Pertencer não vem apenas de ser fraca e precisar unir-se a algo ou a alguém mais forte. Muitas vezes a vontade intensa de pertencer vem em mim de minha própria força – eu quero pertencer para que minha força não seja inútil e fortifique uma pessoa ou uma coisa.

Quase consigo me visualizar no berço, quase consigo reproduzir em mim a vaga e no entanto premente sensação de precisar pertencer. Por motivos que nem minha mãe nem meu pai podiam controlar, eu nasci e fiquei apenas: nascida.

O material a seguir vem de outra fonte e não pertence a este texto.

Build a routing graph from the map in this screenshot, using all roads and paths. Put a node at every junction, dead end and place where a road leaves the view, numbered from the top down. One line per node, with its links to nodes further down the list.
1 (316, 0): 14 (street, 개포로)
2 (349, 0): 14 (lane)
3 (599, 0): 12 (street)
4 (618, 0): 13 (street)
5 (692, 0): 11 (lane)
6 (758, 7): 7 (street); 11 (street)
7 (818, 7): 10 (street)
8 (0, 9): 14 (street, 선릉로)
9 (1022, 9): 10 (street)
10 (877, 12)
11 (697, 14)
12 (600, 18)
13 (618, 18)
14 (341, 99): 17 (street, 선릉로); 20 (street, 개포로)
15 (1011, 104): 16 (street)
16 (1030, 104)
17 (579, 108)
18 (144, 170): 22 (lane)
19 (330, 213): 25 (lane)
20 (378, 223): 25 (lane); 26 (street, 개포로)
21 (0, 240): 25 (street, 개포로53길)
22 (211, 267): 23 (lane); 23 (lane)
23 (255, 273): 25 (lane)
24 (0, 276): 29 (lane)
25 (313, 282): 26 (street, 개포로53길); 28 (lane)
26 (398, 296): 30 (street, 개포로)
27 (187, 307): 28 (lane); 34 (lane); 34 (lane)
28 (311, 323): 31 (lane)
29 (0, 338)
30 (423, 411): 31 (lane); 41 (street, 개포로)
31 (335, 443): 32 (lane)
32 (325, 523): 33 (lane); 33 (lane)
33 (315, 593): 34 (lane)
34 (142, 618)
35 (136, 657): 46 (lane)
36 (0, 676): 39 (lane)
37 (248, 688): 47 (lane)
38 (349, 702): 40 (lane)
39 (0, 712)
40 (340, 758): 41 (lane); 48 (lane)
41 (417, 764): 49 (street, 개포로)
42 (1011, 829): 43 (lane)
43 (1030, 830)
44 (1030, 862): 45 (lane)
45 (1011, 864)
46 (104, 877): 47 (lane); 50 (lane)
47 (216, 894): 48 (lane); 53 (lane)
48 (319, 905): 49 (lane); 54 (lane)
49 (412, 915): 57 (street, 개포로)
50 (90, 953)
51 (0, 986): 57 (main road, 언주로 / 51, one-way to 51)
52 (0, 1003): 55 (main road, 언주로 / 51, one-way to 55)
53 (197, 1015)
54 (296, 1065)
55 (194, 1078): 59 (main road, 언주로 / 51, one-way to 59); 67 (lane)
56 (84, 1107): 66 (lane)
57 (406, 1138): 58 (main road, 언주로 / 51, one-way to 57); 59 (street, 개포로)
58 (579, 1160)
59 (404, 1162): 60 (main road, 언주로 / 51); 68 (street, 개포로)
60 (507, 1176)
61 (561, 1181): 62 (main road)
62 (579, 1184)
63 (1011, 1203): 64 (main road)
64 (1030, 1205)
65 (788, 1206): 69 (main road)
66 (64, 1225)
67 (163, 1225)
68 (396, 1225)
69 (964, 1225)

A vida me fez de vez em quando pertencer, como se fosse para me dar a medida do que eu perco não pertencendo. E então eu soube: pertencer é viver. Experimentei-o com a sede de quem está no deserto e bebe sôfrego os últimos goles de água de um cantil. E depois a sede volta e é no deserto mesmo que caminho.”

4 pensamentos sobre “Clarice

  1. Excelente ideia de ter colocado este “fragmento” aqui.

    Quer dizer que voce e Mmme. Clarice tomam chazinho e conversam como grandes amigas?

    Voce eh mais chique do que jamais pude imaginar!

    Feliz dia dos pais pro seu marido e um excelente domingo pra voce!

  2. Ao som dos bandolins?!?!?

    E como não e porquê não dizer que o mundo respirava se vc apertasse assim….

    Seu colo como se não fosse um tempo em que já fosse impróprio se dançar assim Máira!

    Mas… Vc teimou e enfrentou o mundo se rodopiando ao som dos bandolins!

    Me mande o tratado logo, quero notícias!

    Fui no show do léo e bia to me sentindo q nascí atrasado e na cidade errada!

    Queria se transgressor em Brasília!

    (que é uma booossssta) -> fala do show!

    bjos!
    saudades!

  3. oie…que lindo o texto!Topar com Clarice sempre é bom…tenho quase tudo dela…preciso te mandar uns textos meus…nem que seja pra vc esculachar…o que vc achou do trechinho do romance que eu estou escrevendo e coloquei no blog?me conta as novas…beijos…abração!